*** STORED DATA ***

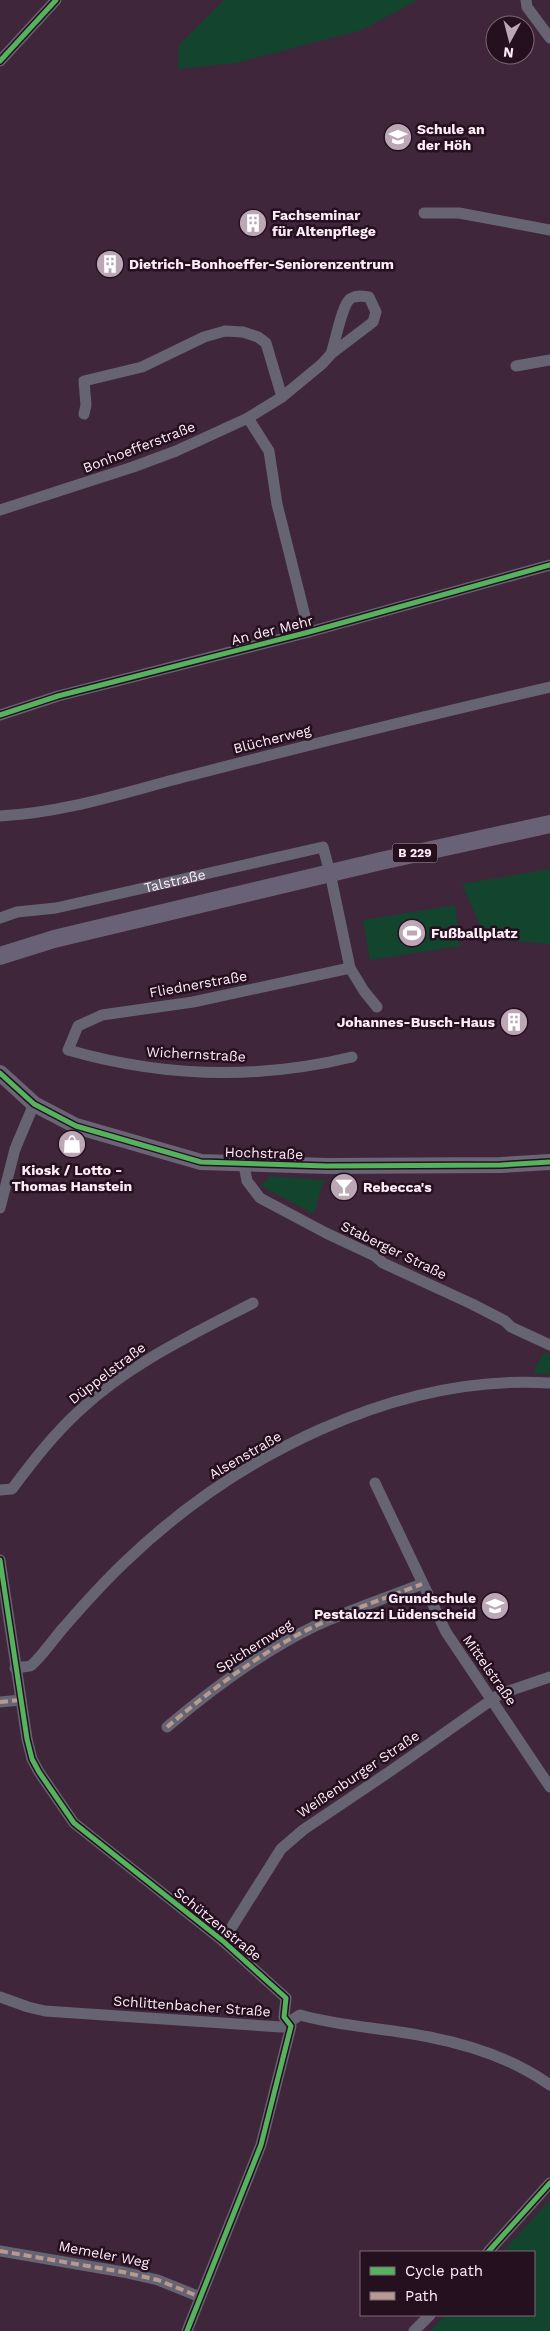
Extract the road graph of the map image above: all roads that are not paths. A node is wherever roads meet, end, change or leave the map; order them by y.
1 (56, 0) edge
2 (526, 0) edge
3 (550, 38) edge
4 (0, 62) edge
5 (424, 213) dead end
6 (550, 230) edge
7 (331, 354) junction
8 (550, 360) edge
9 (516, 366) dead end
10 (282, 397) junction
11 (84, 414) dead end
12 (248, 418) junction
13 (0, 510) edge
14 (550, 565) edge
15 (309, 632) junction
16 (550, 687) edge
17 (0, 715) edge
18 (0, 816) edge
19 (550, 824) edge
20 (330, 873) junction
21 (0, 918) edge
22 (0, 956) edge
23 (350, 968) junction
24 (377, 1007) dead end
25 (68, 1050) joint
26 (352, 1057) dead end
27 (0, 1073) edge
28 (34, 1104) junction
29 (550, 1162) edge
30 (244, 1165) junction
31 (0, 1208) edge
32 (253, 1303) dead end
33 (550, 1345) edge
34 (550, 1383) edge
35 (375, 1483) dead end
36 (0, 1490) edge
37 (0, 1560) edge
38 (422, 1584) junction
39 (15, 1668) junction
40 (550, 1677) edge
41 (492, 1698) junction
42 (21, 1700) junction
43 (0, 1702) edge
44 (167, 1726) dead end
45 (550, 1787) edge
46 (223, 1941) junction
47 (0, 1996) edge
48 (288, 2022) junction
49 (550, 2084) edge
50 (550, 2183) edge
51 (0, 2251) edge
52 (489, 2251) edge
53 (200, 2297) junction
54 (429, 2316) edge
55 (187, 2331) edge
56 (414, 2331) edge

1 - 4 street
2 - 3 street
5 - 6 street
7 - 7 street, Bonhoefferstraße
7 - 10 street, Bonhoefferstraße
8 - 9 street
10 - 11 street
10 - 12 street, Bonhoefferstraße
12 - 13 street, Bonhoefferstraße
12 - 15 street
14 - 15 street, An der Mehr
15 - 17 street, An der Mehr
16 - 18 street, Blücherweg
19 - 20 main road, Talstraße / B 229
20 - 21 street, Talstraße
20 - 22 main road, Talstraße / B 229
20 - 23 street
23 - 24 street
23 - 25 street, Fliednerstraße
25 - 26 street, Wichernstraße
27 - 28 main road, Hochstraße
28 - 30 main road, Hochstraße
28 - 31 street
29 - 30 main road, Hochstraße
30 - 33 street, Staberger Straße
32 - 36 street, Düppelstraße
34 - 39 street, Alsenstraße
35 - 38 street, Mittelstraße
37 - 39 street, Schützenstraße
38 - 41 street, Mittelstraße
38 - 44 street, Spichernweg
39 - 42 street, Schützenstraße
40 - 41 street, Weißenburger Straße
41 - 45 street, Mittelstraße
41 - 46 street, Weißenburger Straße
42 - 43 street
42 - 46 street, Schützenstraße
46 - 48 street, Schützenstraße
47 - 48 street, Schlittenbacher Straße
48 - 49 street, Schlittenbacher Straße
48 - 53 street, Schützenstraße
50 - 52 street
51 - 53 street, Memeler Weg
53 - 55 street, Schützenstraße
54 - 56 street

***

TO DO
Copy every line of the records exactly as it is written, but not the pictures.

RESULT OF THE EXERCISE
Extract the road graph of the map image above: all roads that are not paths. A node is wherever roads meet, end, change or leave the map; order them by y.
1 (56, 0) edge
2 (526, 0) edge
3 (550, 38) edge
4 (0, 62) edge
5 (424, 213) dead end
6 (550, 230) edge
7 (331, 354) junction
8 (550, 360) edge
9 (516, 366) dead end
10 (282, 397) junction
11 (84, 414) dead end
12 (248, 418) junction
13 (0, 510) edge
14 (550, 565) edge
15 (309, 632) junction
16 (550, 687) edge
17 (0, 715) edge
18 (0, 816) edge
19 (550, 824) edge
20 (330, 873) junction
21 (0, 918) edge
22 (0, 956) edge
23 (350, 968) junction
24 (377, 1007) dead end
25 (68, 1050) joint
26 (352, 1057) dead end
27 (0, 1073) edge
28 (34, 1104) junction
29 (550, 1162) edge
30 (244, 1165) junction
31 (0, 1208) edge
32 (253, 1303) dead end
33 (550, 1345) edge
34 (550, 1383) edge
35 (375, 1483) dead end
36 (0, 1490) edge
37 (0, 1560) edge
38 (422, 1584) junction
39 (15, 1668) junction
40 (550, 1677) edge
41 (492, 1698) junction
42 (21, 1700) junction
43 (0, 1702) edge
44 (167, 1726) dead end
45 (550, 1787) edge
46 (223, 1941) junction
47 (0, 1996) edge
48 (288, 2022) junction
49 (550, 2084) edge
50 (550, 2183) edge
51 (0, 2251) edge
52 (489, 2251) edge
53 (200, 2297) junction
54 (429, 2316) edge
55 (187, 2331) edge
56 (414, 2331) edge

1 - 4 street
2 - 3 street
5 - 6 street
7 - 7 street, Bonhoefferstraße
7 - 10 street, Bonhoefferstraße
8 - 9 street
10 - 11 street
10 - 12 street, Bonhoefferstraße
12 - 13 street, Bonhoefferstraße
12 - 15 street
14 - 15 street, An der Mehr
15 - 17 street, An der Mehr
16 - 18 street, Blücherweg
19 - 20 main road, Talstraße / B 229
20 - 21 street, Talstraße
20 - 22 main road, Talstraße / B 229
20 - 23 street
23 - 24 street
23 - 25 street, Fliednerstraße
25 - 26 street, Wichernstraße
27 - 28 main road, Hochstraße
28 - 30 main road, Hochstraße
28 - 31 street
29 - 30 main road, Hochstraße
30 - 33 street, Staberger Straße
32 - 36 street, Düppelstraße
34 - 39 street, Alsenstraße
35 - 38 street, Mittelstraße
37 - 39 street, Schützenstraße
38 - 41 street, Mittelstraße
38 - 44 street, Spichernweg
39 - 42 street, Schützenstraße
40 - 41 street, Weißenburger Straße
41 - 45 street, Mittelstraße
41 - 46 street, Weißenburger Straße
42 - 43 street
42 - 46 street, Schützenstraße
46 - 48 street, Schützenstraße
47 - 48 street, Schlittenbacher Straße
48 - 49 street, Schlittenbacher Straße
48 - 53 street, Schützenstraße
50 - 52 street
51 - 53 street, Memeler Weg
53 - 55 street, Schützenstraße
54 - 56 street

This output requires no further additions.